Les lignes diplomatiques bougent au Moyen-Orient. À l’issue d’une session de pourparlers indirects particulièrement intenses à Doha, les États-Unis et l’Iran ont fait état de « progrès positifs ». Si la dynamique actuelle ouvre la voie à une poursuite des négociations, le calendrier vient d’être suspendu : le prochain cycle de discussions est reporté à l’après-9 juillet, date des funérailles de l’ancien guide suprême iranien, Ali Khamenei.

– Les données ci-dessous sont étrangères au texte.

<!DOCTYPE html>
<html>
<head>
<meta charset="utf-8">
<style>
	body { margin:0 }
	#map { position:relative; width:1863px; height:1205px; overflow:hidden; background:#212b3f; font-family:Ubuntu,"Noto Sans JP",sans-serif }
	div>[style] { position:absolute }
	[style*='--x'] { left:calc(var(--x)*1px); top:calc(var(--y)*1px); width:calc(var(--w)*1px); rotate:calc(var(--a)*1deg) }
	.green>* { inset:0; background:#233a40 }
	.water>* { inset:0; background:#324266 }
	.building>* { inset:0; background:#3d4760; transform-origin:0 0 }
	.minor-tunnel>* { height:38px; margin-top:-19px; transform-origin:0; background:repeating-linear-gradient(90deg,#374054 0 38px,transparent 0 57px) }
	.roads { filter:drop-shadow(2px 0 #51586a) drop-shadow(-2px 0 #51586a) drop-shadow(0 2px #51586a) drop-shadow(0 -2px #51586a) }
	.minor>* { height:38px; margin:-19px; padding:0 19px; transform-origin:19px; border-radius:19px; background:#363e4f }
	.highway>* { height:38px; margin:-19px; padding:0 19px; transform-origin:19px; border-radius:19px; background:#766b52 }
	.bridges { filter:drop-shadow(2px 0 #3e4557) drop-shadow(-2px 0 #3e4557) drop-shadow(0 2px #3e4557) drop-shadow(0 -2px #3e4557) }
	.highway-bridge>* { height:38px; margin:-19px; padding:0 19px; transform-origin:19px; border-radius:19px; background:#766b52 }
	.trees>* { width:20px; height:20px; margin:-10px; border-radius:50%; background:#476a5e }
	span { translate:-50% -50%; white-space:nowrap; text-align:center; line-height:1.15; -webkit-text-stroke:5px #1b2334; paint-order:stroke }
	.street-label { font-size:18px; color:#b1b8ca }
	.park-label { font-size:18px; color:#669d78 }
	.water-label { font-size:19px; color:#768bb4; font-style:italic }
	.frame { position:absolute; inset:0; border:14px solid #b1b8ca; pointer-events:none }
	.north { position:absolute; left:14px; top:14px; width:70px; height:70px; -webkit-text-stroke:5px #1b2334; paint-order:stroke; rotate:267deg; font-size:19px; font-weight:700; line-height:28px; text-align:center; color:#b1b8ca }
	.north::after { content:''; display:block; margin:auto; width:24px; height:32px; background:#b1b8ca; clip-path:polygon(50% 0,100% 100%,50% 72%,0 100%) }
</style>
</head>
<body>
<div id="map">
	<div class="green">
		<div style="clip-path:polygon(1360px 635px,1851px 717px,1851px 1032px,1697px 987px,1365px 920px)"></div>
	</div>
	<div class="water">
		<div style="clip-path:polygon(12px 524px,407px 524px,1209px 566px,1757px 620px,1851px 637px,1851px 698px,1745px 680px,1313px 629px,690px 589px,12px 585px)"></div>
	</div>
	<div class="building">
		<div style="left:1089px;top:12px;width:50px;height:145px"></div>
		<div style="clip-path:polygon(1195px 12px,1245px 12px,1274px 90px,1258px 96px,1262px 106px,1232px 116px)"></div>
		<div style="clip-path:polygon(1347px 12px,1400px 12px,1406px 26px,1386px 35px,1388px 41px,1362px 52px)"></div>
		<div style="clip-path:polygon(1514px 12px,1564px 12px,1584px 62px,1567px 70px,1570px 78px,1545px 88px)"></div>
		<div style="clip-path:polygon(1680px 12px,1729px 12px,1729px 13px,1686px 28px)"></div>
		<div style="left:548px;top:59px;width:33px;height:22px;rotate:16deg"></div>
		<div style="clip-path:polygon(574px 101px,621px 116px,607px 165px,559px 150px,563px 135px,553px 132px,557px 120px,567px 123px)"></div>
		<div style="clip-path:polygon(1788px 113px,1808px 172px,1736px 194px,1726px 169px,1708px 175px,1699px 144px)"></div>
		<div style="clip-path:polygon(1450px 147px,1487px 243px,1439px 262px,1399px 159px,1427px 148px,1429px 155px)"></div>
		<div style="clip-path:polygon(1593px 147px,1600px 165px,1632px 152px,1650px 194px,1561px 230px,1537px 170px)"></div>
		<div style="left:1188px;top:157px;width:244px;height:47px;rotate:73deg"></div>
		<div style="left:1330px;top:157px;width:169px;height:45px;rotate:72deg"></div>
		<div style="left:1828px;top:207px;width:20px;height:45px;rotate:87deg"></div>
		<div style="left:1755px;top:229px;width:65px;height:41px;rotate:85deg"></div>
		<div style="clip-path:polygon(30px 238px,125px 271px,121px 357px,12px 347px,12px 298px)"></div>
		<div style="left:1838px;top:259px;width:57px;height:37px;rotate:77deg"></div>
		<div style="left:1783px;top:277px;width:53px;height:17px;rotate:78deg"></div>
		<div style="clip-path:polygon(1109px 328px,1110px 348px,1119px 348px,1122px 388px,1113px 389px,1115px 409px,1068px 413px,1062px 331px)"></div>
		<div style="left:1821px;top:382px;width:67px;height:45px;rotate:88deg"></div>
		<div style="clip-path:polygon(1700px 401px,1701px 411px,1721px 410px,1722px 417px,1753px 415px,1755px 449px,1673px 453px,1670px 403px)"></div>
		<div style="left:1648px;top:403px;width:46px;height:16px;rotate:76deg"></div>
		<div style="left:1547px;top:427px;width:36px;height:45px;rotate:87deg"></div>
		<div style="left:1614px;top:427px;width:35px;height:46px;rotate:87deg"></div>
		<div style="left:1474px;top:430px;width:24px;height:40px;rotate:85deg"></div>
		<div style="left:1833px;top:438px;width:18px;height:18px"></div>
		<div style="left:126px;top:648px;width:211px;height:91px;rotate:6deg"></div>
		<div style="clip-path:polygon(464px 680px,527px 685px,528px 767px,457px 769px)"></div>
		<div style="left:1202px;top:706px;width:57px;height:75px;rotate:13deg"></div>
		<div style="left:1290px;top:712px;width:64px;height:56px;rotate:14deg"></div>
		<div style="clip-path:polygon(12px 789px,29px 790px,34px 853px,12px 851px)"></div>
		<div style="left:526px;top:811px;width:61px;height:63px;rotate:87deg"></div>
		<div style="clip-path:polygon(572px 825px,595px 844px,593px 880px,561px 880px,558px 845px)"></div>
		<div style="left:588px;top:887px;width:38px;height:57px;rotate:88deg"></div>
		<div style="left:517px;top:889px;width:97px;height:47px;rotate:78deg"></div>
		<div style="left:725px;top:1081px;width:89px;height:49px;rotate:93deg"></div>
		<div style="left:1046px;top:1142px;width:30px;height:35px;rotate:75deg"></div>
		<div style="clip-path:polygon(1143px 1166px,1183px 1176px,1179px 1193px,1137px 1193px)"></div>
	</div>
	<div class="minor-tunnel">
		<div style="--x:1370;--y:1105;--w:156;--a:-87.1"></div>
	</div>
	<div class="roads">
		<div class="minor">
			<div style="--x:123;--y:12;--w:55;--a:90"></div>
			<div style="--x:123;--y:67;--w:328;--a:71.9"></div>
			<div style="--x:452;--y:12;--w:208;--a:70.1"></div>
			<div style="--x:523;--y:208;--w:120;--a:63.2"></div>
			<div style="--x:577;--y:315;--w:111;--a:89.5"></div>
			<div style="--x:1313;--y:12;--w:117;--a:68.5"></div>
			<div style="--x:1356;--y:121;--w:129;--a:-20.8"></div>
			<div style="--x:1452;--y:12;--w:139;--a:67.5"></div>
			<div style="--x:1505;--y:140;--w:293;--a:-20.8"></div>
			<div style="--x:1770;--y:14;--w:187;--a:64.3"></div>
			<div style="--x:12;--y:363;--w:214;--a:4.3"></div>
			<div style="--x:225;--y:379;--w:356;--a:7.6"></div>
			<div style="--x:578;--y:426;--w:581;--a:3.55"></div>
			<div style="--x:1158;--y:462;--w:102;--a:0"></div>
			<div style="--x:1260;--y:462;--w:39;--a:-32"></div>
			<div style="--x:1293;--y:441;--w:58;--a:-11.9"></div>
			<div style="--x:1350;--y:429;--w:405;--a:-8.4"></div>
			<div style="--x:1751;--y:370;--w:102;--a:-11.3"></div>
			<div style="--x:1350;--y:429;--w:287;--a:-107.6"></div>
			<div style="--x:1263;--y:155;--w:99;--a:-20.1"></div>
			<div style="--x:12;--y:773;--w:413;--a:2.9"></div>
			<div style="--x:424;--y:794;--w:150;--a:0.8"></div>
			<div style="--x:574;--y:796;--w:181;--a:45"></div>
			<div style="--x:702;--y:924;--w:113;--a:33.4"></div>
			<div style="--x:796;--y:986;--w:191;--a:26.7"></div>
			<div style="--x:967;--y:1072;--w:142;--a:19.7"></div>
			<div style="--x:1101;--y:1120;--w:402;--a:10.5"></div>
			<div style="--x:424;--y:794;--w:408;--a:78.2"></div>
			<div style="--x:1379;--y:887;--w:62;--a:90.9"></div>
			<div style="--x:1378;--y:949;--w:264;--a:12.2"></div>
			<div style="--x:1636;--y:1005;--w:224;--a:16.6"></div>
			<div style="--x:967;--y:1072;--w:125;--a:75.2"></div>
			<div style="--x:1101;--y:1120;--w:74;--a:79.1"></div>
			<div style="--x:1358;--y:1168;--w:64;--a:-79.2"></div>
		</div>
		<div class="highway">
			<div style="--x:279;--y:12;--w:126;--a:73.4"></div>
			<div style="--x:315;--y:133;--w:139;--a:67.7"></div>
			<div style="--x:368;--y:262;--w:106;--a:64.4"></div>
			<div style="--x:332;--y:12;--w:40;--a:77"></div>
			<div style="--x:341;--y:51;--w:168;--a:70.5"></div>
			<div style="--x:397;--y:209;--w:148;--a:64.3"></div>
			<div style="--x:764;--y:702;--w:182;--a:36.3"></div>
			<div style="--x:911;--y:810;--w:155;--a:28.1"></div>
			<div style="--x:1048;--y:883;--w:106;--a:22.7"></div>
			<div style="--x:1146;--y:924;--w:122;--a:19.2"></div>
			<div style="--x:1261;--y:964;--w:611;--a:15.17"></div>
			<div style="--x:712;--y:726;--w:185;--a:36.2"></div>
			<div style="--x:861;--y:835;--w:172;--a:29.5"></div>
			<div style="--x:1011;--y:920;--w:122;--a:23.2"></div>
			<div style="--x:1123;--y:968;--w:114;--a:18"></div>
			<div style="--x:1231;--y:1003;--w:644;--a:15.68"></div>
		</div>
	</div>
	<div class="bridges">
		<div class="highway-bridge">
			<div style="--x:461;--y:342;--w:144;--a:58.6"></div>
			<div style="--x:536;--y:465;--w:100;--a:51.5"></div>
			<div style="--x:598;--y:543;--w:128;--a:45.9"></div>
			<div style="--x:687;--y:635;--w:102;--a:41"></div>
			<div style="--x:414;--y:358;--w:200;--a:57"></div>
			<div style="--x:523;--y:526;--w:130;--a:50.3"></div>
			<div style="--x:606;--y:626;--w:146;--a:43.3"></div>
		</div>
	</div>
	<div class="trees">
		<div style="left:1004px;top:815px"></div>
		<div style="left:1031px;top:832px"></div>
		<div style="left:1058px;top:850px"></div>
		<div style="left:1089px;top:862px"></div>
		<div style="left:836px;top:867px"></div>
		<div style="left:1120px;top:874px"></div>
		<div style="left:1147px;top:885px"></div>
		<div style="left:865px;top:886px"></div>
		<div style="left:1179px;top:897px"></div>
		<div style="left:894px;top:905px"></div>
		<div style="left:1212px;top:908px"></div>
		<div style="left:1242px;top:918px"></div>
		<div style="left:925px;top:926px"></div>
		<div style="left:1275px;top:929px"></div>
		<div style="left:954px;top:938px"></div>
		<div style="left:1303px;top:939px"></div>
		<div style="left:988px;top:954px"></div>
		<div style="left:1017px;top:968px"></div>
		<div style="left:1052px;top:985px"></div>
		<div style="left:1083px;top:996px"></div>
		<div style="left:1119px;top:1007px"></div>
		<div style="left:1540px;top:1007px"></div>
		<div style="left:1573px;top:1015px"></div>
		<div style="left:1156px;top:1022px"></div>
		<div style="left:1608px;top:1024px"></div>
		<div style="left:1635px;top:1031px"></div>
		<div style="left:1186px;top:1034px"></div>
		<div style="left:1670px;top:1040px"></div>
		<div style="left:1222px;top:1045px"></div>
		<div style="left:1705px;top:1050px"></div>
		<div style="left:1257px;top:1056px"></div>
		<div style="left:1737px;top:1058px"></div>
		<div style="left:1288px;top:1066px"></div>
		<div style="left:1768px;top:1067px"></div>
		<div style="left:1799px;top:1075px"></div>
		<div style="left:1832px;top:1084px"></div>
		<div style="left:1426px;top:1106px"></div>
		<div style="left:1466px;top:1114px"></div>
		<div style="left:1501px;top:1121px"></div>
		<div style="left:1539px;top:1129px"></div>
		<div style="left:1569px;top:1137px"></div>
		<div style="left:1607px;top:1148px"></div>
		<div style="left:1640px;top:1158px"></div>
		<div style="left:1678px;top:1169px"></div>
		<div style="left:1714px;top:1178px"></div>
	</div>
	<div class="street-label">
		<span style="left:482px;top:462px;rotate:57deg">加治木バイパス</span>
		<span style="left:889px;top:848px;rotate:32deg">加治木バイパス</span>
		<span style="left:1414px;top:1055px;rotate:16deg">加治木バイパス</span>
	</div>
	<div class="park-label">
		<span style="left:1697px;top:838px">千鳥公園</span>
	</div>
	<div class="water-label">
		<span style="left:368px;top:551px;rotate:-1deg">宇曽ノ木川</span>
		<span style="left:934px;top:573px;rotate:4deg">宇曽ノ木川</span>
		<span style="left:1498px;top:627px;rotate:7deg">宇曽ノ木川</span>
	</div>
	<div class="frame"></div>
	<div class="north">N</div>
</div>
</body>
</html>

Une diplomatie de l’ombre à l’efficacité éprouvée
Ce nouveau cycle de discussions confirme la viabilité du format indirect imposé par la complexité des relations bilatérales. Réunies au Qatar, les délégations américaine et iranienne n’ont pas négocié face à face. Ce sont les diplomates qataris et pakistanais qui ont assuré la navette entre les équipes techniques, transmettant les propositions et les ajustements de texte.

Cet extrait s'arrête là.